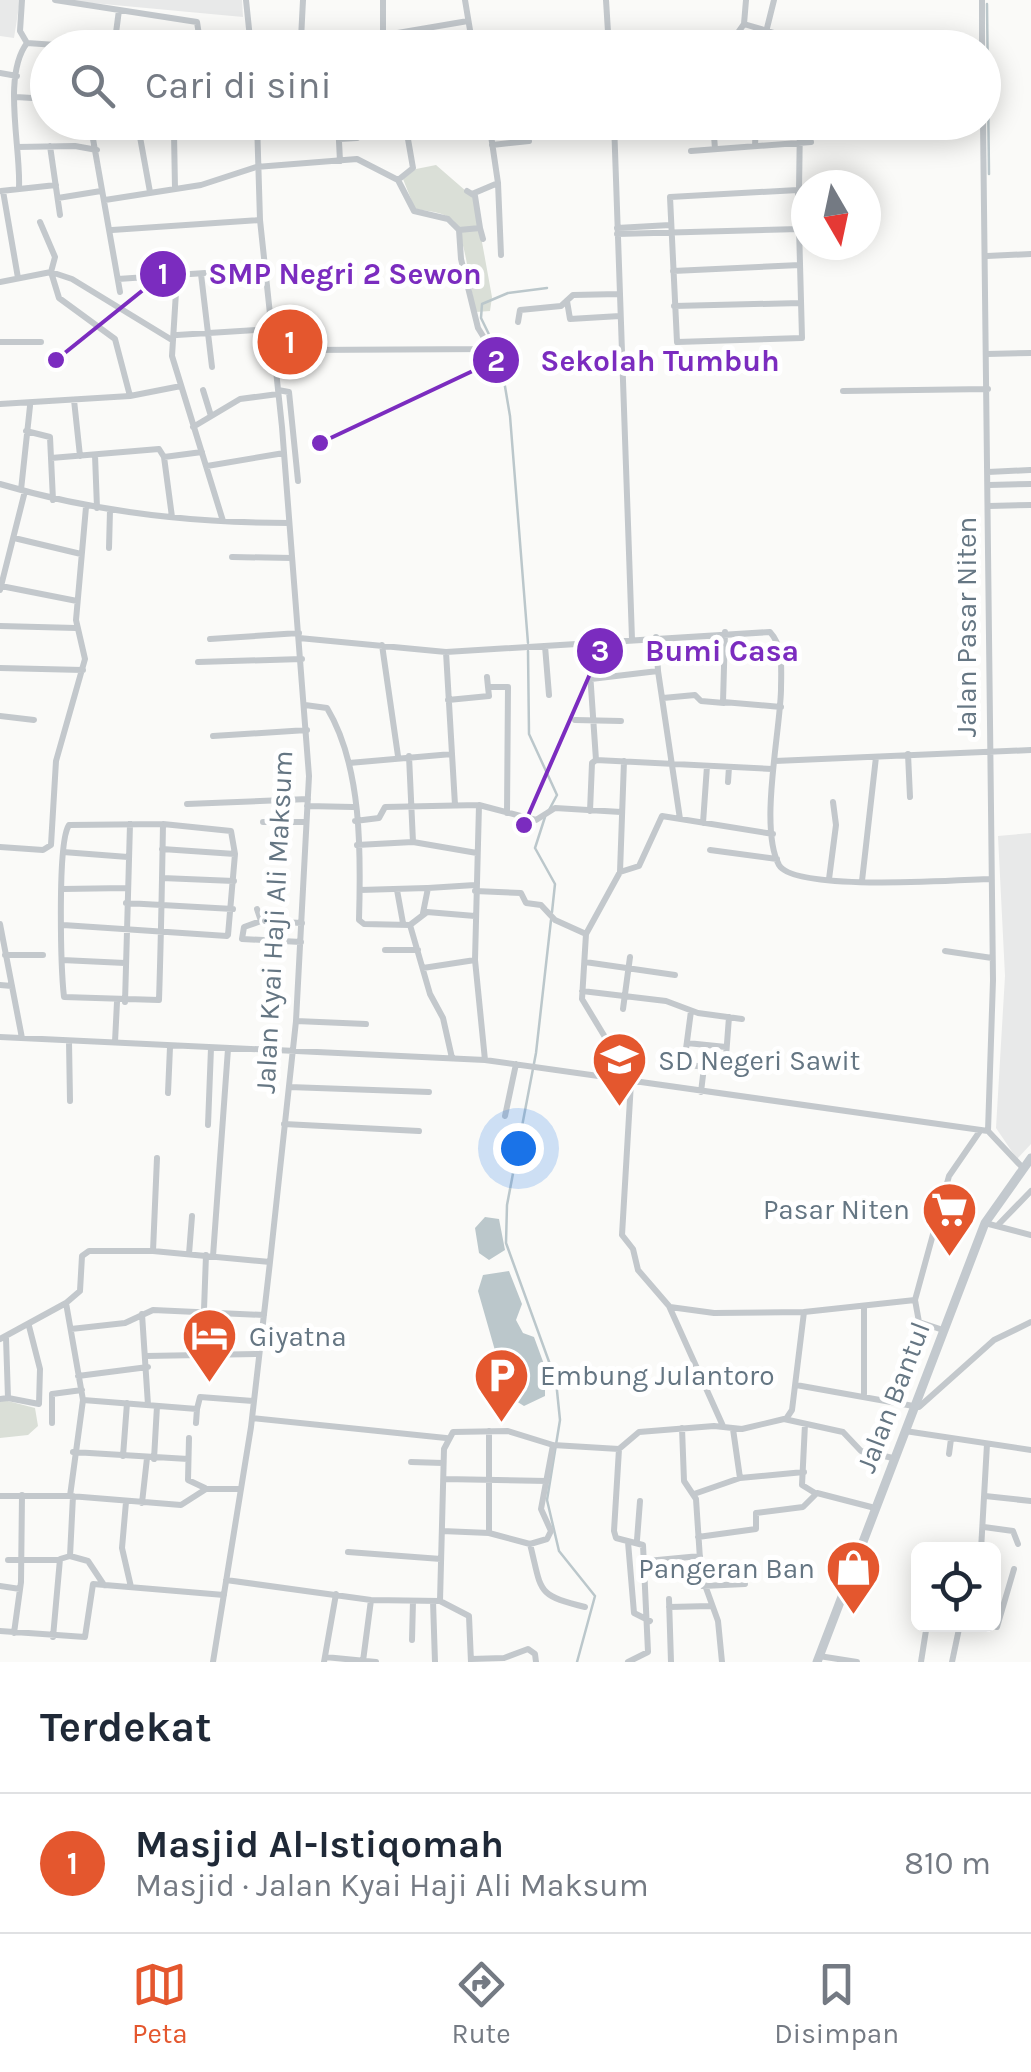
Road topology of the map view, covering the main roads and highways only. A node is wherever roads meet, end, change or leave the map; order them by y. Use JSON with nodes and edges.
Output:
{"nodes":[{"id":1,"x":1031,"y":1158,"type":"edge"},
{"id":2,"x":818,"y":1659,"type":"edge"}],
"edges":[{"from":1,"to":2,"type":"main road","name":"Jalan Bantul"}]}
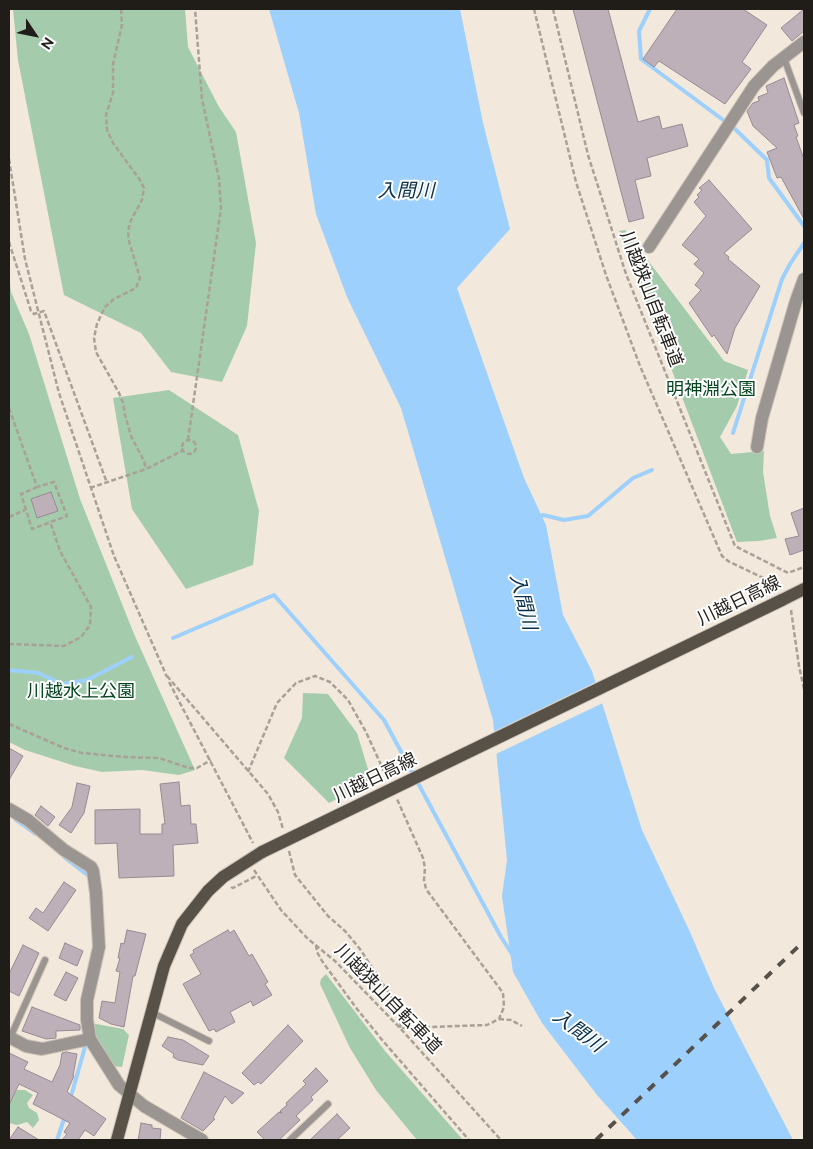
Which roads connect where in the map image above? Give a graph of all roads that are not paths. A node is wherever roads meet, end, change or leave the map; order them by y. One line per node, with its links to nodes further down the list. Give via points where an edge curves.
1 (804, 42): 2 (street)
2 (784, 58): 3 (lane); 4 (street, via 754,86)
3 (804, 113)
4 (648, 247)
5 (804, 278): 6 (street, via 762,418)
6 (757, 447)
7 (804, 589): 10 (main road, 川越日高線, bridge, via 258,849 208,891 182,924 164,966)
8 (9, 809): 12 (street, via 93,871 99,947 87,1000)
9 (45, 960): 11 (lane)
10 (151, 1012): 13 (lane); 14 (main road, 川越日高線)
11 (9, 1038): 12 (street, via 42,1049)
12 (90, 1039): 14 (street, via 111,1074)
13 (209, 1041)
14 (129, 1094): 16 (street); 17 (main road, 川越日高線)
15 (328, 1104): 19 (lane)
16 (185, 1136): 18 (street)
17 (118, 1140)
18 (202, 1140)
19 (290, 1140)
========================================
The copy must match the listing above exactly, except that it holds no pictures.

* [EXERCISE RESULT]:
Road topology of the map view, covering the main roads and highways only. A node is wherever roads meet, end, change or leave the map; order them by y. Use JSON with nodes and edges.
Output:
{"nodes":[{"id":1,"x":1031,"y":1158,"type":"edge"},
{"id":2,"x":818,"y":1659,"type":"edge"}],
"edges":[{"from":1,"to":2,"type":"main road","name":"Jalan Bantul"}]}
Which roads connect where in the map image above? Give a graph of all roads that are not paths. A node is wherever roads meet, end, change or leave the map; order them by y. One line per node, with its links to nodes further down the list. Give via points where an edge curves.
1 (804, 42): 2 (street)
2 (784, 58): 3 (lane); 4 (street, via 754,86)
3 (804, 113)
4 (648, 247)
5 (804, 278): 6 (street, via 762,418)
6 (757, 447)
7 (804, 589): 10 (main road, 川越日高線, bridge, via 258,849 208,891 182,924 164,966)
8 (9, 809): 12 (street, via 93,871 99,947 87,1000)
9 (45, 960): 11 (lane)
10 (151, 1012): 13 (lane); 14 (main road, 川越日高線)
11 (9, 1038): 12 (street, via 42,1049)
12 (90, 1039): 14 (street, via 111,1074)
13 (209, 1041)
14 (129, 1094): 16 (street); 17 (main road, 川越日高線)
15 (328, 1104): 19 (lane)
16 (185, 1136): 18 (street)
17 (118, 1140)
18 (202, 1140)
19 (290, 1140)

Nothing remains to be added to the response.